According to Castillo, neighbors in the gated community Francis resided in told authorities that U-Haul moving trucks going in and out of Francis’ home in the days prior to his escape, but did not consider the truck movements suspicious. While alerts have been issued and the Marshal Service, San Diego Regional Fugitive Task Force, and Naval Criminal Investigative Service are now working together in a manhunt, Castillo conceded that Fat Leonard may already have crossed into Mexico.

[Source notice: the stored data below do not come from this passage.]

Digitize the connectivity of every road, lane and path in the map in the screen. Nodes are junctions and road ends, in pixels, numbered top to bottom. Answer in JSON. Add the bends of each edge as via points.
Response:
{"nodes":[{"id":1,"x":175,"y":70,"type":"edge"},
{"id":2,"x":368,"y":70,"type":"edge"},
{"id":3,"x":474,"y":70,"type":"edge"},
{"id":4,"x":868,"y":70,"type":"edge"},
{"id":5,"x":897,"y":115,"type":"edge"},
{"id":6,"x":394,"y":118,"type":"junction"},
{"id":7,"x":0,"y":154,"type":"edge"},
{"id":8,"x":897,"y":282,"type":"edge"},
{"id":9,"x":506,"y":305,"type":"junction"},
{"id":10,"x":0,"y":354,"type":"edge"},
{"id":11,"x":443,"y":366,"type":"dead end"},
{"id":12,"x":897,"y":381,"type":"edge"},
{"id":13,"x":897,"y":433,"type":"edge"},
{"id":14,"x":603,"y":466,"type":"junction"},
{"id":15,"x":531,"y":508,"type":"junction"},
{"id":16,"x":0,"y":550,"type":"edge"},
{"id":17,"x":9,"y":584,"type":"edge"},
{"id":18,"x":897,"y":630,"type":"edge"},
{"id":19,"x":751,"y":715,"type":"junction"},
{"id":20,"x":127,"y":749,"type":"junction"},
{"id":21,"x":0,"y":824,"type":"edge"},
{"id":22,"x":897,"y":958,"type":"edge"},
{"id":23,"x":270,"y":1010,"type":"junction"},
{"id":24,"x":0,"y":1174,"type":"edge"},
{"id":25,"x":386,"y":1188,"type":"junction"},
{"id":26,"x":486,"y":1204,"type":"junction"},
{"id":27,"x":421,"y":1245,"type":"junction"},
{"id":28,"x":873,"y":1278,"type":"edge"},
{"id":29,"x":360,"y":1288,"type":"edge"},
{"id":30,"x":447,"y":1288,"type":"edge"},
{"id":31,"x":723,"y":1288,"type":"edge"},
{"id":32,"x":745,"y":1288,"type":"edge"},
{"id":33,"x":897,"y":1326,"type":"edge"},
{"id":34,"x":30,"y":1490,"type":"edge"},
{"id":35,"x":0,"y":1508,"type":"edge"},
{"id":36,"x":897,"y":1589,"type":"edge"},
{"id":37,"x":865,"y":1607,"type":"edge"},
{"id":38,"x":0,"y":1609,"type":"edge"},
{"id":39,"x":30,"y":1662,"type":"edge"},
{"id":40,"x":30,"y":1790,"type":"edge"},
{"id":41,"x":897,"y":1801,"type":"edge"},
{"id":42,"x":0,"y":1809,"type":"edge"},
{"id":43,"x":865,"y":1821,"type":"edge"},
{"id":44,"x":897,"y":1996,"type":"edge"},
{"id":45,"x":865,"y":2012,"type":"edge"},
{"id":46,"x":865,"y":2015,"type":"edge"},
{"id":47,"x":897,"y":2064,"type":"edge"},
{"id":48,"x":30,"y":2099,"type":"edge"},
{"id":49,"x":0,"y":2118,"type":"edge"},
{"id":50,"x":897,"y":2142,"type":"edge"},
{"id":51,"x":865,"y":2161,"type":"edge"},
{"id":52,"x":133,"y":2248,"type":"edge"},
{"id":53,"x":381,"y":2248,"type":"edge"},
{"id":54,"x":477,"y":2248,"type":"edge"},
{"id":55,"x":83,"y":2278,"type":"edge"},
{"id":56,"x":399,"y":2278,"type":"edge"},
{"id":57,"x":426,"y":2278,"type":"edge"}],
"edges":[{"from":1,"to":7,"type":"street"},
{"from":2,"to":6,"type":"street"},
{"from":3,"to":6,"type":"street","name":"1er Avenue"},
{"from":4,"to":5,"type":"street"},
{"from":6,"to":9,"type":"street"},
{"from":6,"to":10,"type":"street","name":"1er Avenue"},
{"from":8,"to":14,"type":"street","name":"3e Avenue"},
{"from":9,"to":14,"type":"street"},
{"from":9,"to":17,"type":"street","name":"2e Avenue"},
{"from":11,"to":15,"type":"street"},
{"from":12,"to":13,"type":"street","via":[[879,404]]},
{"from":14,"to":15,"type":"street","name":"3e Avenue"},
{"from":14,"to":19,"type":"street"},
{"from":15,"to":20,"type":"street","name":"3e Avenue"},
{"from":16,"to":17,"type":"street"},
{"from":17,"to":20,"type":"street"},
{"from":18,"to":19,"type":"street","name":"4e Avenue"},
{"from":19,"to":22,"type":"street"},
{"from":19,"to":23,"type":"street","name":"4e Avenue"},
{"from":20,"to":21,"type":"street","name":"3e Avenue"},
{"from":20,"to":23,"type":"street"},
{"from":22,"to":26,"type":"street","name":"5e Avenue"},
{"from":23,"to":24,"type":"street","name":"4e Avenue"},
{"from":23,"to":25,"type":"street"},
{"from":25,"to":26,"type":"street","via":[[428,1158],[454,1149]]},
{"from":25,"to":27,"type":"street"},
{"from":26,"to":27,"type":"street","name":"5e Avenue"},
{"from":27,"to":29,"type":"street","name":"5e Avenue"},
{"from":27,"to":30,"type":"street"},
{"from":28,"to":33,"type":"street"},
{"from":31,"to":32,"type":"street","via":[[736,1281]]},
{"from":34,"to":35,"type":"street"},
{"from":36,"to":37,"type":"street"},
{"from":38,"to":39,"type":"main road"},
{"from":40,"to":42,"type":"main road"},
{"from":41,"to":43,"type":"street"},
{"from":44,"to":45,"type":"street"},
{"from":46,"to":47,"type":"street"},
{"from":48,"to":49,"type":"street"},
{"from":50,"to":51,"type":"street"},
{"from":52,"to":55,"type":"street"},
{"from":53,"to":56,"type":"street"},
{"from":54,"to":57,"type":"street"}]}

Fat Leonard and his company Glenn Defense Marine Asia (GDMA) are accused of overcharging the Navy for services including fuel, tugboats, barges, food, water, and sewage removal by nearly $35 million. The scheme was made possible by Francis’ bribery of a large number of Navy officers with cash, expensive meals, luxury items and prostitutes. The officers provided classified information that facilitated the redirection of Seventh Fleet ships into GDMA-operated ports where they would be charged exorbitantly for services rendered, as well as hindering investigations into suspected corruption.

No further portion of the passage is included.